**ABOUT THIS EXERCISE**.
A faithful, word-for-word copy of the records is required, and it must contain no pictures.

[Dataset entries]
--

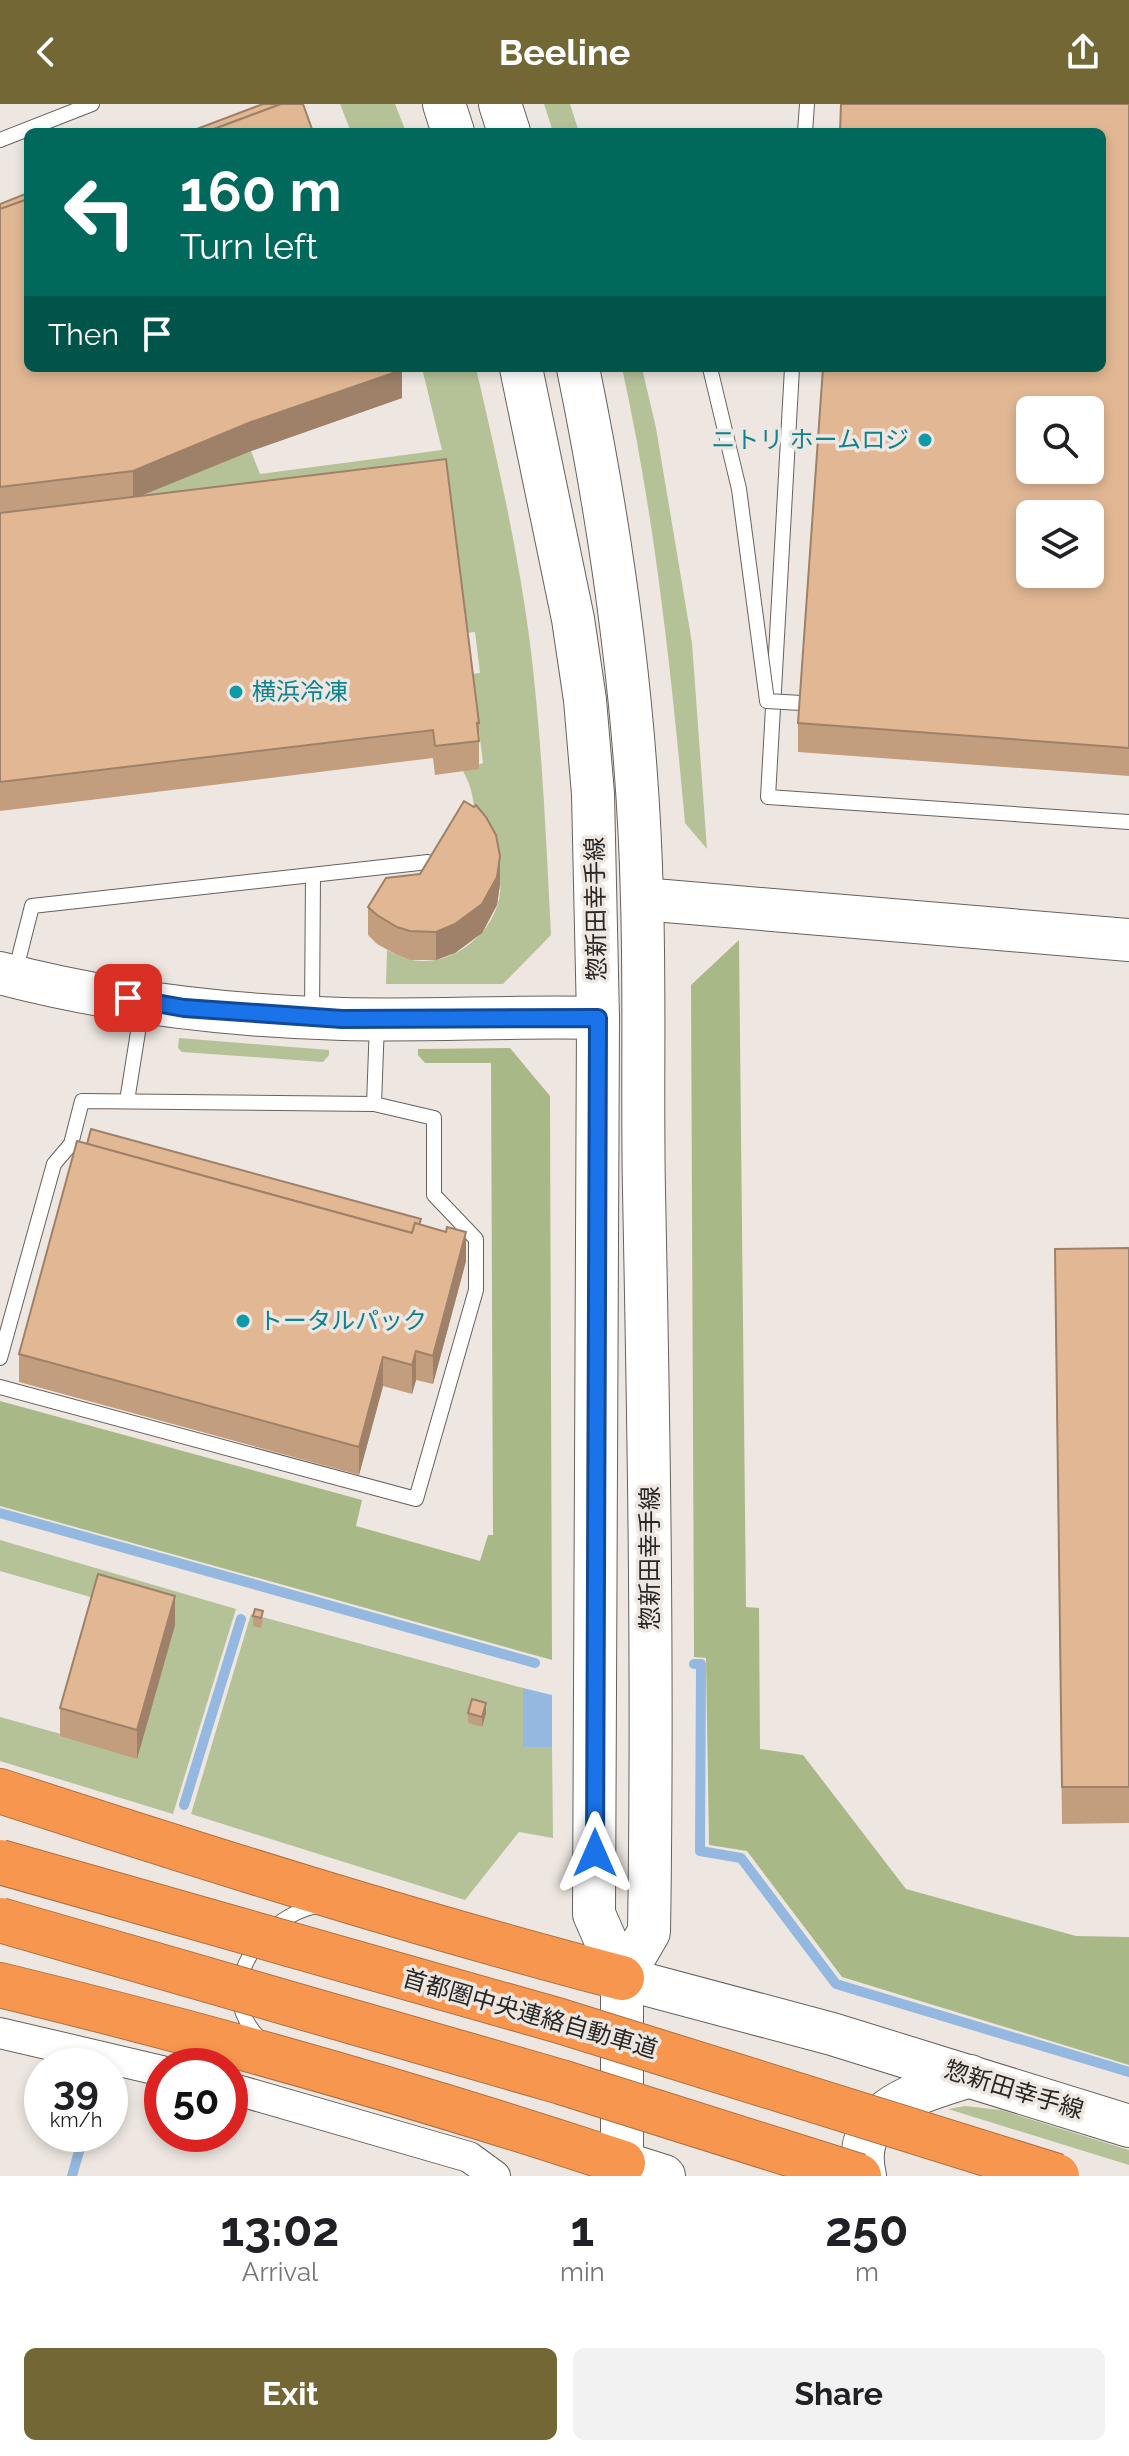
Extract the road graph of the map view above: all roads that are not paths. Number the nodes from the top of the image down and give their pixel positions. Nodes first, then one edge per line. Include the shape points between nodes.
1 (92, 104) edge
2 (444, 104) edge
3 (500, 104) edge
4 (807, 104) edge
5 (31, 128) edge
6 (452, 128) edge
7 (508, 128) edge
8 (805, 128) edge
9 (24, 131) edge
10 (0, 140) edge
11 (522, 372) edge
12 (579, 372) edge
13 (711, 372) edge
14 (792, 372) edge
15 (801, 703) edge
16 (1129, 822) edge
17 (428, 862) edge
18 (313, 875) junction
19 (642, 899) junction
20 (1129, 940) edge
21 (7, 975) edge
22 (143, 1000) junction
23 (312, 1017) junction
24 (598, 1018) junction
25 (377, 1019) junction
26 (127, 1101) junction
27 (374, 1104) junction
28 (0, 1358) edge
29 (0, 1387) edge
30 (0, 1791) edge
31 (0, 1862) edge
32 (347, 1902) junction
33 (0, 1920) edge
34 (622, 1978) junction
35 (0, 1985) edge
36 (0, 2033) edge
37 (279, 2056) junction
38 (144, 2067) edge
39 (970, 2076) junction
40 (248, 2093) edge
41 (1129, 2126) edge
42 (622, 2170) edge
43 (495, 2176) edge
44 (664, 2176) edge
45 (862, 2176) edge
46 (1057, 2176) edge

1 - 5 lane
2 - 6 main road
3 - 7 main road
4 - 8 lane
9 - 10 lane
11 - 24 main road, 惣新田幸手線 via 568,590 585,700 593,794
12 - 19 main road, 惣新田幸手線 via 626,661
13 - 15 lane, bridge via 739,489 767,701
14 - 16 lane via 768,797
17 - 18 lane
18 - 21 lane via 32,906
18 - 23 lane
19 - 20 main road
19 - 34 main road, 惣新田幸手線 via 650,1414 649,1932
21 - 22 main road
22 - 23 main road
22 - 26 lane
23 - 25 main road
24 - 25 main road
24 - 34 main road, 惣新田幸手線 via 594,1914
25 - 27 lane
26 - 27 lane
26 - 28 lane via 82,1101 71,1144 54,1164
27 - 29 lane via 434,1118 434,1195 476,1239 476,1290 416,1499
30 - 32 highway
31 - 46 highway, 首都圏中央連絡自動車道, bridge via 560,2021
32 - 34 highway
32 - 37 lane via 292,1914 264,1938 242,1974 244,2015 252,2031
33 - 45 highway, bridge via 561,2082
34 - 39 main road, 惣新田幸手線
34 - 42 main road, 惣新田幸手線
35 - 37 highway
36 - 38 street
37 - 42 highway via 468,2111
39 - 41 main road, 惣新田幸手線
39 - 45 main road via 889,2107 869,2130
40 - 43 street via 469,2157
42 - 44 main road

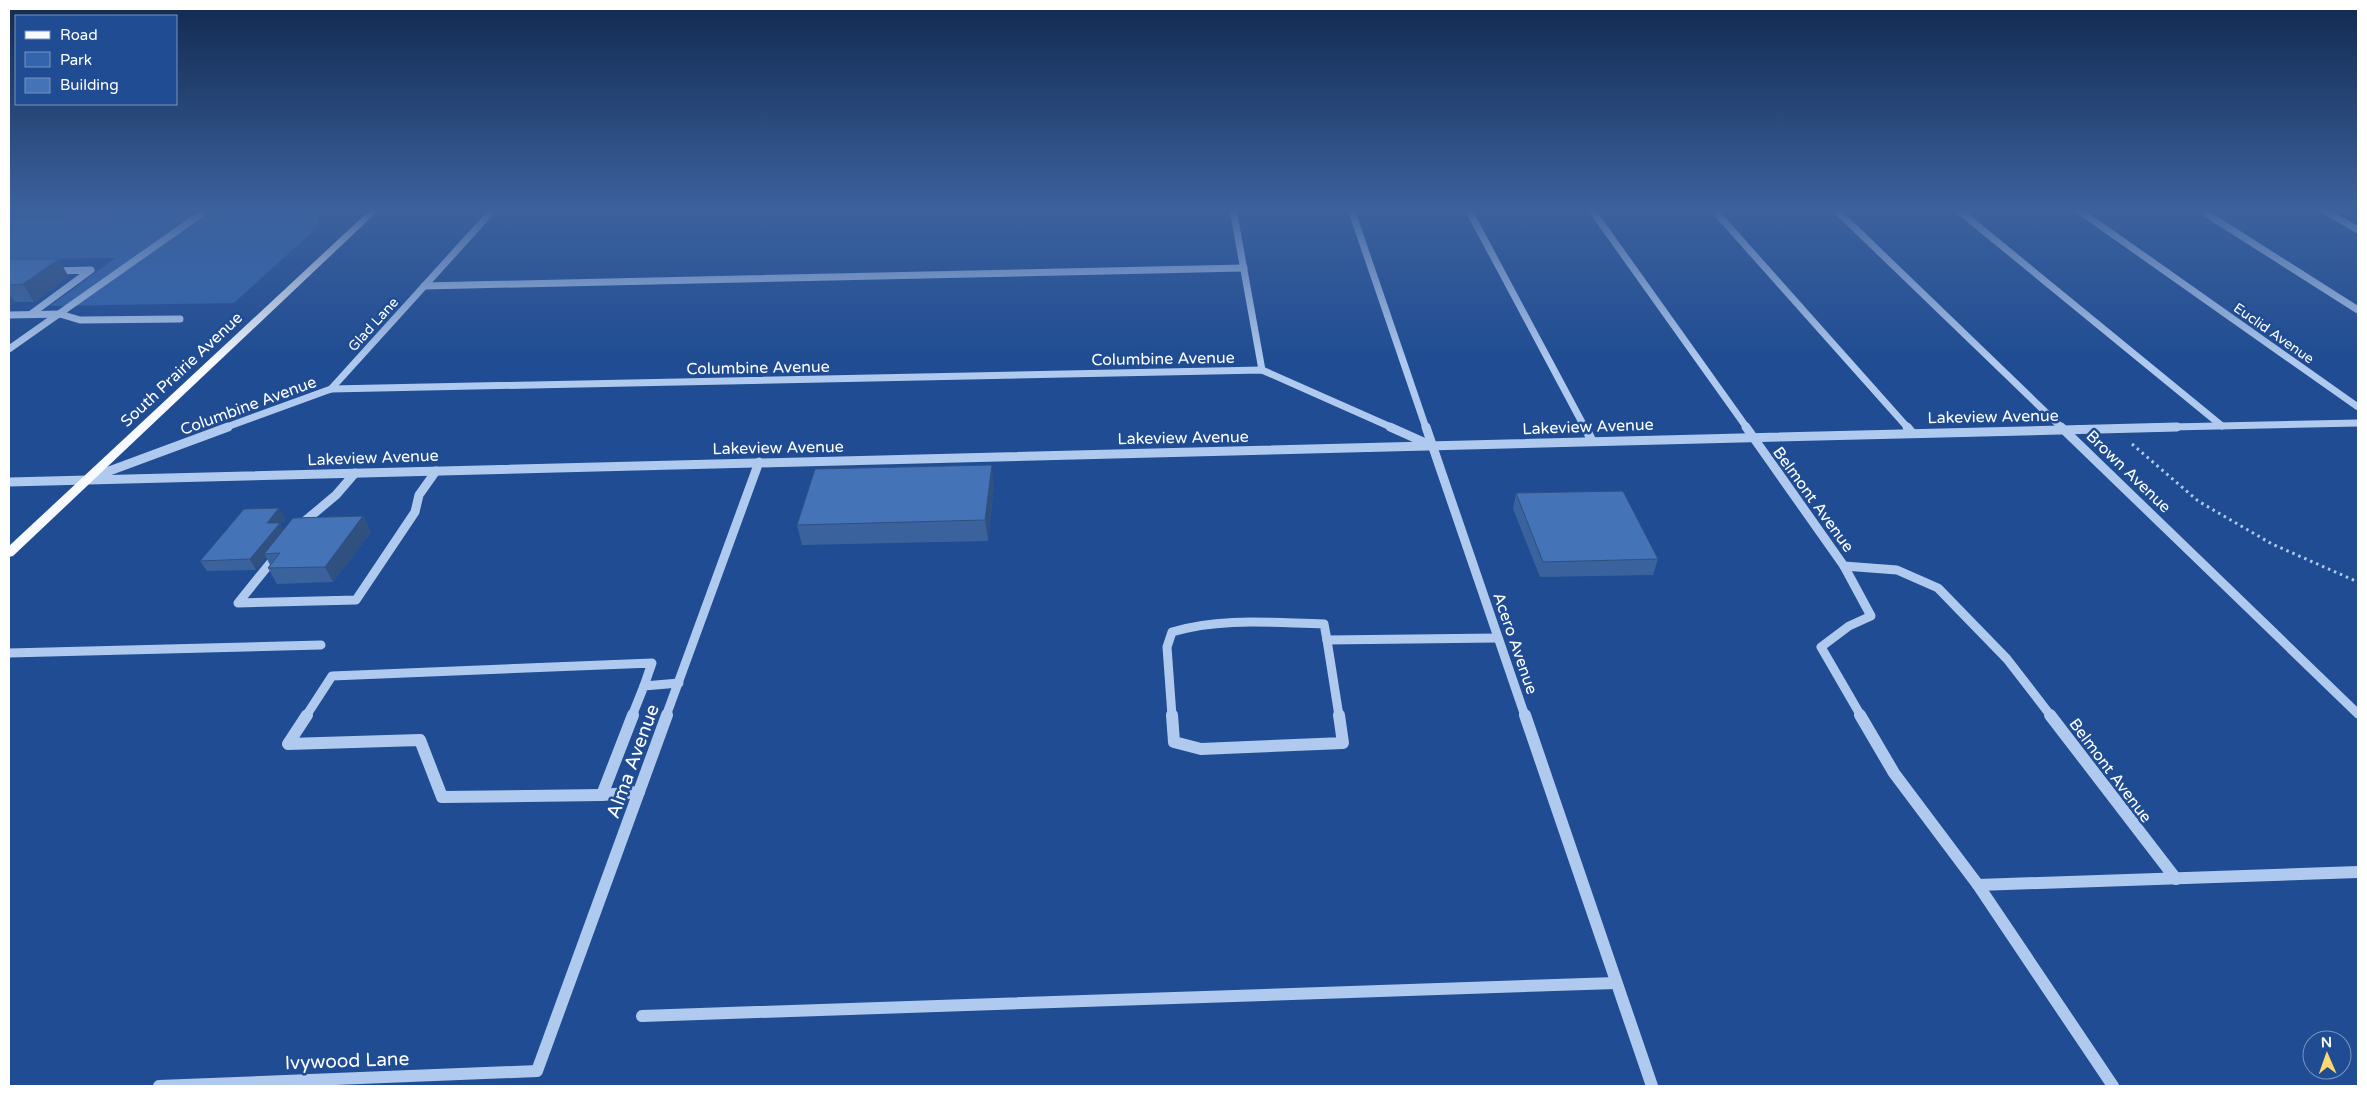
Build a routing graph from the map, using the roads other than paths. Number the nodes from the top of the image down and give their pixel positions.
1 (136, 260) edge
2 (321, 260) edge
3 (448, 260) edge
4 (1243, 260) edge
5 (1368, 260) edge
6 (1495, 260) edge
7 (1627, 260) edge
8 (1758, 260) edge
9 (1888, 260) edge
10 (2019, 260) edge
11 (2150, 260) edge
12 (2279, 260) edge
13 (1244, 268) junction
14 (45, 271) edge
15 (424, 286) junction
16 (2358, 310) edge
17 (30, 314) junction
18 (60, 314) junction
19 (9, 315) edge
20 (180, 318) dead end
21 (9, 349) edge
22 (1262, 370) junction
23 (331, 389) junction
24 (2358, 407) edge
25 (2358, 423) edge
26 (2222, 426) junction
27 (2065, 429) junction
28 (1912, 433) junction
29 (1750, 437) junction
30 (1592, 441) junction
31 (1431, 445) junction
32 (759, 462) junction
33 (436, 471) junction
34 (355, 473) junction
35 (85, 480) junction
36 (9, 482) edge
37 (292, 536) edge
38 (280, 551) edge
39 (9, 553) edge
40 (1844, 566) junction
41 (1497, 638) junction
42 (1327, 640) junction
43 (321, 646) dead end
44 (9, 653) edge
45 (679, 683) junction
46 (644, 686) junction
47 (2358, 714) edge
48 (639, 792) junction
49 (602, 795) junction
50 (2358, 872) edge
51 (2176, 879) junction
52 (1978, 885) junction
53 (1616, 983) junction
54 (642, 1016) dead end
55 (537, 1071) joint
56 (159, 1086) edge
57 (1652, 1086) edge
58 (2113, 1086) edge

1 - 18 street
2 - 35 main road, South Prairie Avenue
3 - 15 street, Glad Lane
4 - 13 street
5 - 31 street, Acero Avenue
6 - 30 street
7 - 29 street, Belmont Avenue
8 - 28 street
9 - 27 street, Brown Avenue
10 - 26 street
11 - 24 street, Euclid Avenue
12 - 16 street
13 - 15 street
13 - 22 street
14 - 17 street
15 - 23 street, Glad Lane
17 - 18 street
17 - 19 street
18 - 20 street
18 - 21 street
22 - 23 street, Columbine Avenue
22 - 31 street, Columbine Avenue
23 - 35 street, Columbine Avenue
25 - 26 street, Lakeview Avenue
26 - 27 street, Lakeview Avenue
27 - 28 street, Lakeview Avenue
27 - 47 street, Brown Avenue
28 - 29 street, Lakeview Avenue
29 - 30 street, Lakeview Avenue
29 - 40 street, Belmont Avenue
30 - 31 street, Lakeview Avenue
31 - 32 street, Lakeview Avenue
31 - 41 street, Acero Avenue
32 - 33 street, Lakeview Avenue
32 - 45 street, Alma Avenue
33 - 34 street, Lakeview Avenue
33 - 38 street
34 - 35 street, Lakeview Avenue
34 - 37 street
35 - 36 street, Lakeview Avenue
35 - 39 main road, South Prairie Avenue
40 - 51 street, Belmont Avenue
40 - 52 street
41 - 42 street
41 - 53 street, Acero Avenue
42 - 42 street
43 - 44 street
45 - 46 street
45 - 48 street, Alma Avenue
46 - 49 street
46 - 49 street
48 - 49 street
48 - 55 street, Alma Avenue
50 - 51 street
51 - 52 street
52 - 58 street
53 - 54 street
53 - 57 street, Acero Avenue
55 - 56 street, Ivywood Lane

--

**ANSWER SECTION**.
Extract the road graph of the map view above: all roads that are not paths. Number the nodes from the top of the image down and give their pixel positions. Nodes first, then one edge per line. Include the shape points between nodes.
1 (92, 104) edge
2 (444, 104) edge
3 (500, 104) edge
4 (807, 104) edge
5 (31, 128) edge
6 (452, 128) edge
7 (508, 128) edge
8 (805, 128) edge
9 (24, 131) edge
10 (0, 140) edge
11 (522, 372) edge
12 (579, 372) edge
13 (711, 372) edge
14 (792, 372) edge
15 (801, 703) edge
16 (1129, 822) edge
17 (428, 862) edge
18 (313, 875) junction
19 (642, 899) junction
20 (1129, 940) edge
21 (7, 975) edge
22 (143, 1000) junction
23 (312, 1017) junction
24 (598, 1018) junction
25 (377, 1019) junction
26 (127, 1101) junction
27 (374, 1104) junction
28 (0, 1358) edge
29 (0, 1387) edge
30 (0, 1791) edge
31 (0, 1862) edge
32 (347, 1902) junction
33 (0, 1920) edge
34 (622, 1978) junction
35 (0, 1985) edge
36 (0, 2033) edge
37 (279, 2056) junction
38 (144, 2067) edge
39 (970, 2076) junction
40 (248, 2093) edge
41 (1129, 2126) edge
42 (622, 2170) edge
43 (495, 2176) edge
44 (664, 2176) edge
45 (862, 2176) edge
46 (1057, 2176) edge

1 - 5 lane
2 - 6 main road
3 - 7 main road
4 - 8 lane
9 - 10 lane
11 - 24 main road, 惣新田幸手線 via 568,590 585,700 593,794
12 - 19 main road, 惣新田幸手線 via 626,661
13 - 15 lane, bridge via 739,489 767,701
14 - 16 lane via 768,797
17 - 18 lane
18 - 21 lane via 32,906
18 - 23 lane
19 - 20 main road
19 - 34 main road, 惣新田幸手線 via 650,1414 649,1932
21 - 22 main road
22 - 23 main road
22 - 26 lane
23 - 25 main road
24 - 25 main road
24 - 34 main road, 惣新田幸手線 via 594,1914
25 - 27 lane
26 - 27 lane
26 - 28 lane via 82,1101 71,1144 54,1164
27 - 29 lane via 434,1118 434,1195 476,1239 476,1290 416,1499
30 - 32 highway
31 - 46 highway, 首都圏中央連絡自動車道, bridge via 560,2021
32 - 34 highway
32 - 37 lane via 292,1914 264,1938 242,1974 244,2015 252,2031
33 - 45 highway, bridge via 561,2082
34 - 39 main road, 惣新田幸手線
34 - 42 main road, 惣新田幸手線
35 - 37 highway
36 - 38 street
37 - 42 highway via 468,2111
39 - 41 main road, 惣新田幸手線
39 - 45 main road via 889,2107 869,2130
40 - 43 street via 469,2157
42 - 44 main road

Build a routing graph from the map, using the roads other than paths. Number the nodes from the top of the image down and give their pixel positions.
1 (136, 260) edge
2 (321, 260) edge
3 (448, 260) edge
4 (1243, 260) edge
5 (1368, 260) edge
6 (1495, 260) edge
7 (1627, 260) edge
8 (1758, 260) edge
9 (1888, 260) edge
10 (2019, 260) edge
11 (2150, 260) edge
12 (2279, 260) edge
13 (1244, 268) junction
14 (45, 271) edge
15 (424, 286) junction
16 (2358, 310) edge
17 (30, 314) junction
18 (60, 314) junction
19 (9, 315) edge
20 (180, 318) dead end
21 (9, 349) edge
22 (1262, 370) junction
23 (331, 389) junction
24 (2358, 407) edge
25 (2358, 423) edge
26 (2222, 426) junction
27 (2065, 429) junction
28 (1912, 433) junction
29 (1750, 437) junction
30 (1592, 441) junction
31 (1431, 445) junction
32 (759, 462) junction
33 (436, 471) junction
34 (355, 473) junction
35 (85, 480) junction
36 (9, 482) edge
37 (292, 536) edge
38 (280, 551) edge
39 (9, 553) edge
40 (1844, 566) junction
41 (1497, 638) junction
42 (1327, 640) junction
43 (321, 646) dead end
44 (9, 653) edge
45 (679, 683) junction
46 (644, 686) junction
47 (2358, 714) edge
48 (639, 792) junction
49 (602, 795) junction
50 (2358, 872) edge
51 (2176, 879) junction
52 (1978, 885) junction
53 (1616, 983) junction
54 (642, 1016) dead end
55 (537, 1071) joint
56 (159, 1086) edge
57 (1652, 1086) edge
58 (2113, 1086) edge

1 - 18 street
2 - 35 main road, South Prairie Avenue
3 - 15 street, Glad Lane
4 - 13 street
5 - 31 street, Acero Avenue
6 - 30 street
7 - 29 street, Belmont Avenue
8 - 28 street
9 - 27 street, Brown Avenue
10 - 26 street
11 - 24 street, Euclid Avenue
12 - 16 street
13 - 15 street
13 - 22 street
14 - 17 street
15 - 23 street, Glad Lane
17 - 18 street
17 - 19 street
18 - 20 street
18 - 21 street
22 - 23 street, Columbine Avenue
22 - 31 street, Columbine Avenue
23 - 35 street, Columbine Avenue
25 - 26 street, Lakeview Avenue
26 - 27 street, Lakeview Avenue
27 - 28 street, Lakeview Avenue
27 - 47 street, Brown Avenue
28 - 29 street, Lakeview Avenue
29 - 30 street, Lakeview Avenue
29 - 40 street, Belmont Avenue
30 - 31 street, Lakeview Avenue
31 - 32 street, Lakeview Avenue
31 - 41 street, Acero Avenue
32 - 33 street, Lakeview Avenue
32 - 45 street, Alma Avenue
33 - 34 street, Lakeview Avenue
33 - 38 street
34 - 35 street, Lakeview Avenue
34 - 37 street
35 - 36 street, Lakeview Avenue
35 - 39 main road, South Prairie Avenue
40 - 51 street, Belmont Avenue
40 - 52 street
41 - 42 street
41 - 53 street, Acero Avenue
42 - 42 street
43 - 44 street
45 - 46 street
45 - 48 street, Alma Avenue
46 - 49 street
46 - 49 street
48 - 49 street
48 - 55 street, Alma Avenue
50 - 51 street
51 - 52 street
52 - 58 street
53 - 54 street
53 - 57 street, Acero Avenue
55 - 56 street, Ivywood Lane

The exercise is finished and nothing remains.